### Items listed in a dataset
==================================================

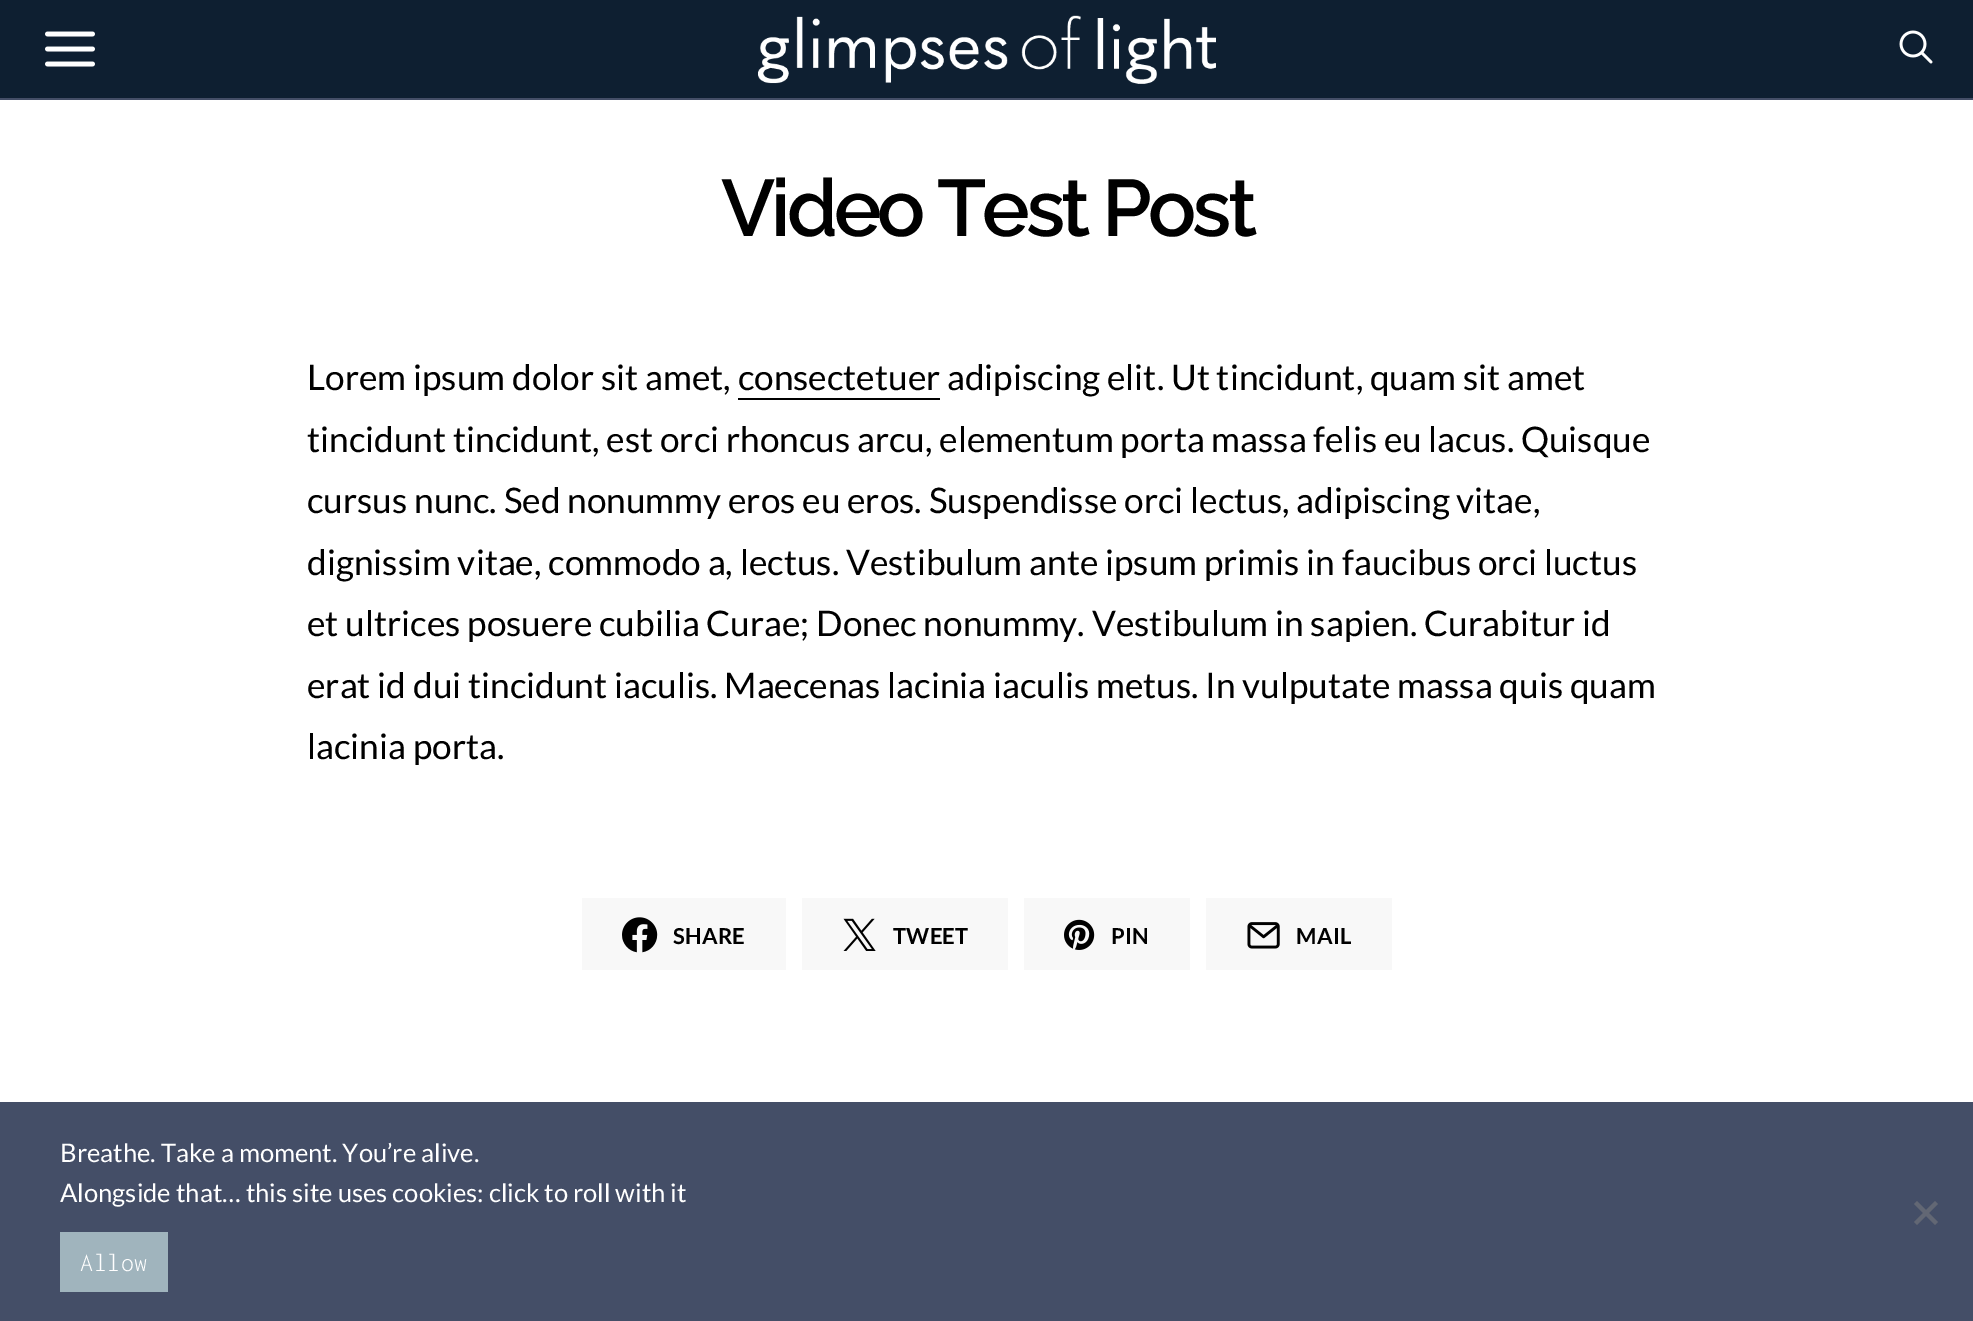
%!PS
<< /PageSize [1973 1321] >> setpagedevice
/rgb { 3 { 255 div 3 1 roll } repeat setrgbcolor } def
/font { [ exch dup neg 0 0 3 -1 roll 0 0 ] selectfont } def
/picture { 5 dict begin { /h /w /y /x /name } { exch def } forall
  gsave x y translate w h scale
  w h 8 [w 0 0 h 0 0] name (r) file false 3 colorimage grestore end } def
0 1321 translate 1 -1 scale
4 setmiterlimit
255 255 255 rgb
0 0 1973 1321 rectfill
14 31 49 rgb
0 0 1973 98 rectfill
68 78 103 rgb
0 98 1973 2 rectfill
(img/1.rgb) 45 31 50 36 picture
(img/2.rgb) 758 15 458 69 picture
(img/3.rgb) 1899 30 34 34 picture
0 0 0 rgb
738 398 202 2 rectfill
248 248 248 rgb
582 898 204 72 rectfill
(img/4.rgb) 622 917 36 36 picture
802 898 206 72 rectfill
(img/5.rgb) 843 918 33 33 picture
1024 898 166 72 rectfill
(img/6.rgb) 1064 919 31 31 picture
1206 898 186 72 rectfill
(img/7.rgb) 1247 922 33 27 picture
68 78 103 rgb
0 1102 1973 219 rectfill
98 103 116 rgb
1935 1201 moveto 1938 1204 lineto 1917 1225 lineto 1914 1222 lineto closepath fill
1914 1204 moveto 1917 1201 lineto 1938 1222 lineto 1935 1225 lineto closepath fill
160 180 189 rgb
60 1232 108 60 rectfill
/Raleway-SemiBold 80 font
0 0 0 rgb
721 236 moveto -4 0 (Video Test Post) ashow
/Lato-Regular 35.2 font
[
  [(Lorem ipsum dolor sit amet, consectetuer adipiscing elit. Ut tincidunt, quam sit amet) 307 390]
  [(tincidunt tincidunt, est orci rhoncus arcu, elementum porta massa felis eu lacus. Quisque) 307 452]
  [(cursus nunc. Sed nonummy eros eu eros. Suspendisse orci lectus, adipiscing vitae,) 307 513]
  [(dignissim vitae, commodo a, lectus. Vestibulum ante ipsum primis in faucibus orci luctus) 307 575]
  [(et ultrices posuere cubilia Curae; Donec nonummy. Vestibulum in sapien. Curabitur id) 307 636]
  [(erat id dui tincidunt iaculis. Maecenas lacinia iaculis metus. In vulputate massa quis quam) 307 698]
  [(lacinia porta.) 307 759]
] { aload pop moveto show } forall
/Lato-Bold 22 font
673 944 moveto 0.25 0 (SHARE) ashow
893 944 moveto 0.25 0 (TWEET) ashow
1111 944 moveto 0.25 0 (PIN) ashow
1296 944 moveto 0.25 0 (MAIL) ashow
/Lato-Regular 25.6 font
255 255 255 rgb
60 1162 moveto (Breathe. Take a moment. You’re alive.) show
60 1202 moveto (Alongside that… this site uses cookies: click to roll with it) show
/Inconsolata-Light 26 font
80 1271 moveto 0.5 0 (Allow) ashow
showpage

==================================================

### What the task requires
What you return must be the lines above that run from the line with "exch dup neg" to the line with "0 1321 translate 1 -1 scale", inclusive, each copied exactly.

### Exercise answer
/font { [ exch dup neg 0 0 3 -1 roll 0 0 ] selectfont } def
/picture { 5 dict begin { /h /w /y /x /name } { exch def } forall
  gsave x y translate w h scale
  w h 8 [w 0 0 h 0 0] name (r) file false 3 colorimage grestore end } def
0 1321 translate 1 -1 scale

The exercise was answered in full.